BEGIN Stored data

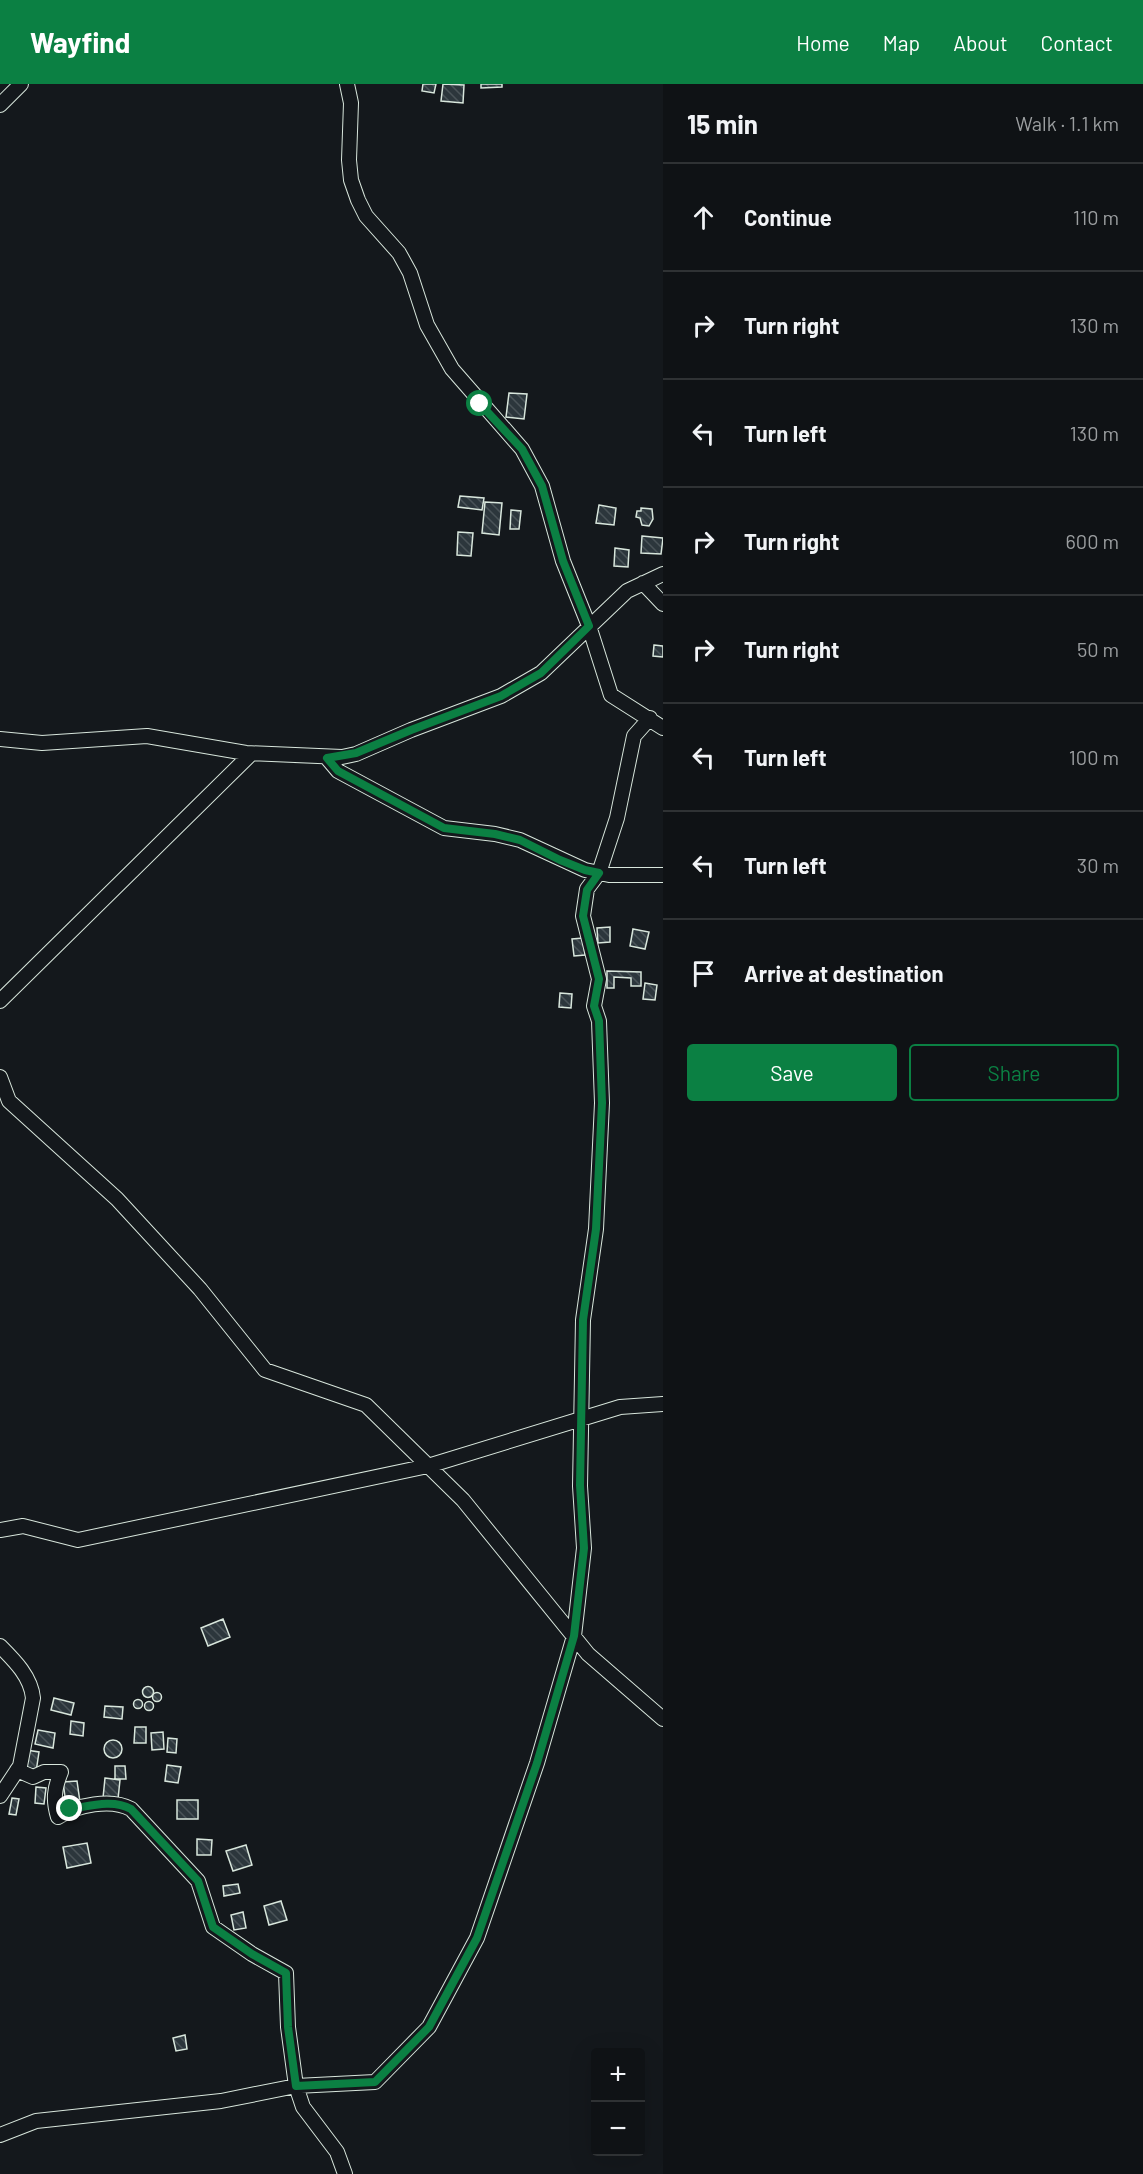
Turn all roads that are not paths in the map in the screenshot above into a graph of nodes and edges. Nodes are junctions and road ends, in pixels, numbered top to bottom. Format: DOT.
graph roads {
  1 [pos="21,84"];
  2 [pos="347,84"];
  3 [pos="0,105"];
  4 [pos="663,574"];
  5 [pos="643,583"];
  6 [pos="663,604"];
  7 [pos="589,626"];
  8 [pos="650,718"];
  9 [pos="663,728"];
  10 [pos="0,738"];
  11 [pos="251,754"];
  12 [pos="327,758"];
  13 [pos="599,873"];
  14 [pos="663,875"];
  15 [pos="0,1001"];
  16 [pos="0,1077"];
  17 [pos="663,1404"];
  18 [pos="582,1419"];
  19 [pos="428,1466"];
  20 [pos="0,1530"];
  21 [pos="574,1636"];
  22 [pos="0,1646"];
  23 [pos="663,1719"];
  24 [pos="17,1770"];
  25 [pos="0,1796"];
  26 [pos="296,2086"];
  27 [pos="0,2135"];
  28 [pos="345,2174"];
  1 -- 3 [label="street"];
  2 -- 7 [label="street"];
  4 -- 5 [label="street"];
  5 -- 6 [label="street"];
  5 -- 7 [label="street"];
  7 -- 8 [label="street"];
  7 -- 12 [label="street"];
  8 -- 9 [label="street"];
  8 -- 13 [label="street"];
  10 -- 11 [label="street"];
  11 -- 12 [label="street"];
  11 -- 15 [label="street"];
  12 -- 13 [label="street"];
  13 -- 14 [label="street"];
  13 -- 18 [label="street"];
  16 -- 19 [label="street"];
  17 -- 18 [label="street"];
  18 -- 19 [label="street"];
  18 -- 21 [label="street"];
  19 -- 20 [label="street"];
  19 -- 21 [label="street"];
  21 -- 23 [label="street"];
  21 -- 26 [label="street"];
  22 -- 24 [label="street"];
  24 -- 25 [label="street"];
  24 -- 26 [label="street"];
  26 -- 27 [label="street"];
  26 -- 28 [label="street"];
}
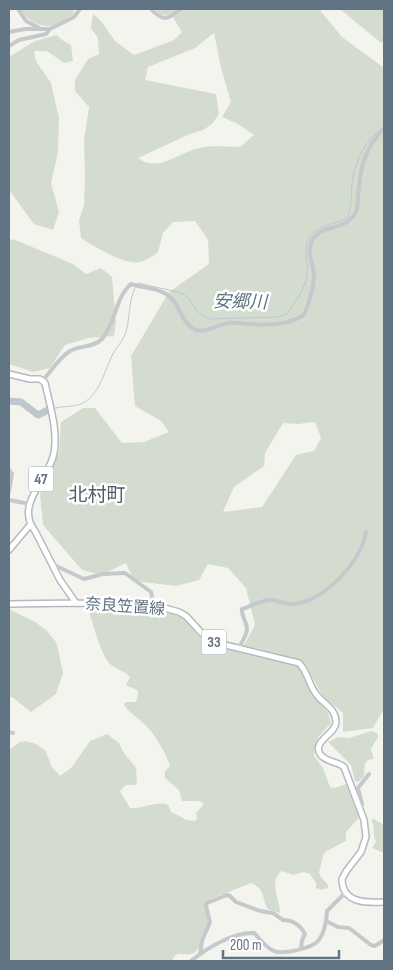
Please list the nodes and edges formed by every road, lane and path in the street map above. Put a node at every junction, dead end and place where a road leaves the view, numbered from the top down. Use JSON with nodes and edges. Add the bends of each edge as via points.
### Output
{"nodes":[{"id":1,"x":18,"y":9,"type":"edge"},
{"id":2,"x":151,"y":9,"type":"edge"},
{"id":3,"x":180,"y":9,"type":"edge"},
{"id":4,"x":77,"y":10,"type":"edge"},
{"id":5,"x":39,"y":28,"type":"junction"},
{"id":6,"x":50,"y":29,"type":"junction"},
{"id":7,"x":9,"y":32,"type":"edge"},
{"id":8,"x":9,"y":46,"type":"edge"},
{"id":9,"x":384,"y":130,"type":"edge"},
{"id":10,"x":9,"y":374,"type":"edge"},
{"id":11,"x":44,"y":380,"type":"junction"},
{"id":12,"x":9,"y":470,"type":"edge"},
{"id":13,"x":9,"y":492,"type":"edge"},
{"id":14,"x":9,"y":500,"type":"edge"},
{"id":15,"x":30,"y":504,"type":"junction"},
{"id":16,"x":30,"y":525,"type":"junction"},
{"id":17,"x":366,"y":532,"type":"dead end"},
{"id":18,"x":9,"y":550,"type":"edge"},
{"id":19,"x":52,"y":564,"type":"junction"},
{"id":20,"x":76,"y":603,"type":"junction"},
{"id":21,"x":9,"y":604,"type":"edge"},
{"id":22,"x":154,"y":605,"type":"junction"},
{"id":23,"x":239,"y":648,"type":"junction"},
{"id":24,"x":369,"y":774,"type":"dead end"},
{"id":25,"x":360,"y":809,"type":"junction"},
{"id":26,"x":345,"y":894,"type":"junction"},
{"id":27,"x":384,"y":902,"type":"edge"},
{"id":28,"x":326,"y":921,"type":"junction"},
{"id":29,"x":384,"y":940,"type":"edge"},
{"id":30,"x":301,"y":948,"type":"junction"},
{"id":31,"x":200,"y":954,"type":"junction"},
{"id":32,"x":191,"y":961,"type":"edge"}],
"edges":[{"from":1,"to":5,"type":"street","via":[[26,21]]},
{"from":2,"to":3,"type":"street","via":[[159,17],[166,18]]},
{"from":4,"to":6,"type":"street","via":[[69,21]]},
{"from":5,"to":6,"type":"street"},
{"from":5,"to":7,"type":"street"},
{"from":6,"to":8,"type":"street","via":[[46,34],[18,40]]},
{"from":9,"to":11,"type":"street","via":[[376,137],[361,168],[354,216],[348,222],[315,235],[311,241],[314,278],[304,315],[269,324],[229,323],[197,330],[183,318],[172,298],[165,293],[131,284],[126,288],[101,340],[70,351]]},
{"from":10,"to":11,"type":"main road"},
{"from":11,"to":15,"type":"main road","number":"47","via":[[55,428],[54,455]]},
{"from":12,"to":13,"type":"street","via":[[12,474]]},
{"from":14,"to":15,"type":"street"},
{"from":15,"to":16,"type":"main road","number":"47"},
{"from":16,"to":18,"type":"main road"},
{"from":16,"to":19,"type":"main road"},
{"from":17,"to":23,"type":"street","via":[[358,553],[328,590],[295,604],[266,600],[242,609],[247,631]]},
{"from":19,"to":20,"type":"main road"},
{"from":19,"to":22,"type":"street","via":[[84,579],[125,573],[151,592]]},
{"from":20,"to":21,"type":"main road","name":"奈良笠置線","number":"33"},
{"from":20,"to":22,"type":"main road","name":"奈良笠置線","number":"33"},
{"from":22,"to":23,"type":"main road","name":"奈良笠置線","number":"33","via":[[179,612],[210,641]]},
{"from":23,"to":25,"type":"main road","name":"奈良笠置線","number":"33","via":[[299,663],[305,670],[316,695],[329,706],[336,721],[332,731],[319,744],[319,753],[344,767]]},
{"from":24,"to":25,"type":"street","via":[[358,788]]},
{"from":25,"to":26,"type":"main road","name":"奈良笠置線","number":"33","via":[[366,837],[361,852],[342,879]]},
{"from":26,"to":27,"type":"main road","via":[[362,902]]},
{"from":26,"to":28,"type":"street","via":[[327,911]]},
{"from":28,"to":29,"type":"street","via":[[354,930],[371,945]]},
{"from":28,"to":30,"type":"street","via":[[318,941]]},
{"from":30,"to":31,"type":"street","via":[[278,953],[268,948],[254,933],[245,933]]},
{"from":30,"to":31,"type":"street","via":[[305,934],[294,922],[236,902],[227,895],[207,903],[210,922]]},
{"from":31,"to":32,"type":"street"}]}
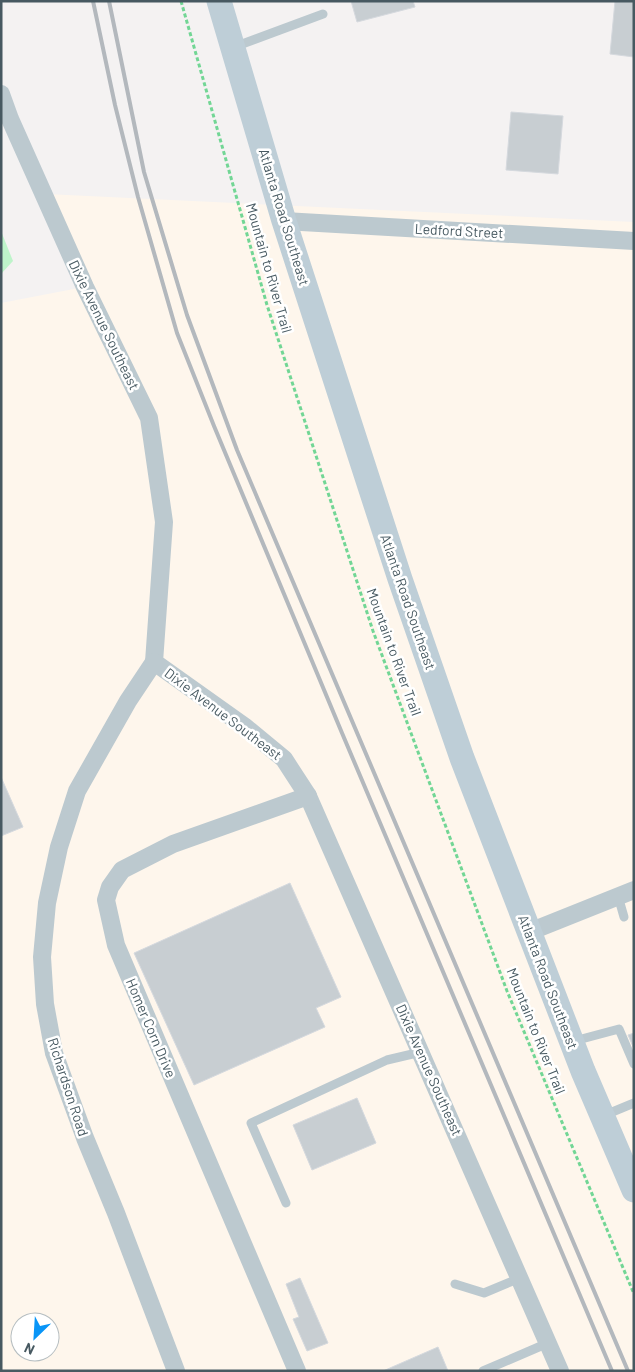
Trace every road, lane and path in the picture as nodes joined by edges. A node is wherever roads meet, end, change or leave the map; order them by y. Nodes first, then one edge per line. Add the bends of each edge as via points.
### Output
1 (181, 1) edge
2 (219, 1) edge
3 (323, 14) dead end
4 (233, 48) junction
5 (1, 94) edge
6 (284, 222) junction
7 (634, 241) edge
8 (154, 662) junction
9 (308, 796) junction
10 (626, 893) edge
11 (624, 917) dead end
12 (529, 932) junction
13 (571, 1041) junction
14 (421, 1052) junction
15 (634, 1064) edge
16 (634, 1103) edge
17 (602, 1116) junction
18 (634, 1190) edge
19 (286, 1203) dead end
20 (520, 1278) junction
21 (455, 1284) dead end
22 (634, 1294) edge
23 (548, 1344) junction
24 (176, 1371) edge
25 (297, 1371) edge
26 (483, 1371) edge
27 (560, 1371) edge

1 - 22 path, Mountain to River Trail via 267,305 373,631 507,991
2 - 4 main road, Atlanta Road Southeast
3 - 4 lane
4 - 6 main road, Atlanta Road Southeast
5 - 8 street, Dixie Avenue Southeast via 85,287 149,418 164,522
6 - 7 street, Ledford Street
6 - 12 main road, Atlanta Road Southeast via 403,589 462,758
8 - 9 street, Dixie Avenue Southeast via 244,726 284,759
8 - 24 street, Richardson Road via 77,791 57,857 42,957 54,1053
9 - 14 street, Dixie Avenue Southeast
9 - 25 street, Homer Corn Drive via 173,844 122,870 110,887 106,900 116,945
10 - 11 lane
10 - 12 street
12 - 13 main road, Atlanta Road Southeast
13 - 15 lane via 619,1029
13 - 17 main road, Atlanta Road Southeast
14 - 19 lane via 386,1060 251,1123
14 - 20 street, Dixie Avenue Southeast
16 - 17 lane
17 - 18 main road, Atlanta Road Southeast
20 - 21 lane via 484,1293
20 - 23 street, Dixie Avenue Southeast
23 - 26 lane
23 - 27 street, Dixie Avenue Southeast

END Stored data

# What is needed
Please copy every line in the entries where "numbered" appears.

# Solution to this problem
Turn all roads that are not paths in the map in the screenshot above into a graph of nodes and edges. Nodes are junctions and road ends, in pixels, numbered top to bottom. Format: DOT.
Please list the nodes and edges formed by every road, lane and path in the street map above. Put a node at every junction, dead end and place where a road leaves the view, numbered from the top down. Use JSON with nodes and edges. Add the bends of each edge as via points.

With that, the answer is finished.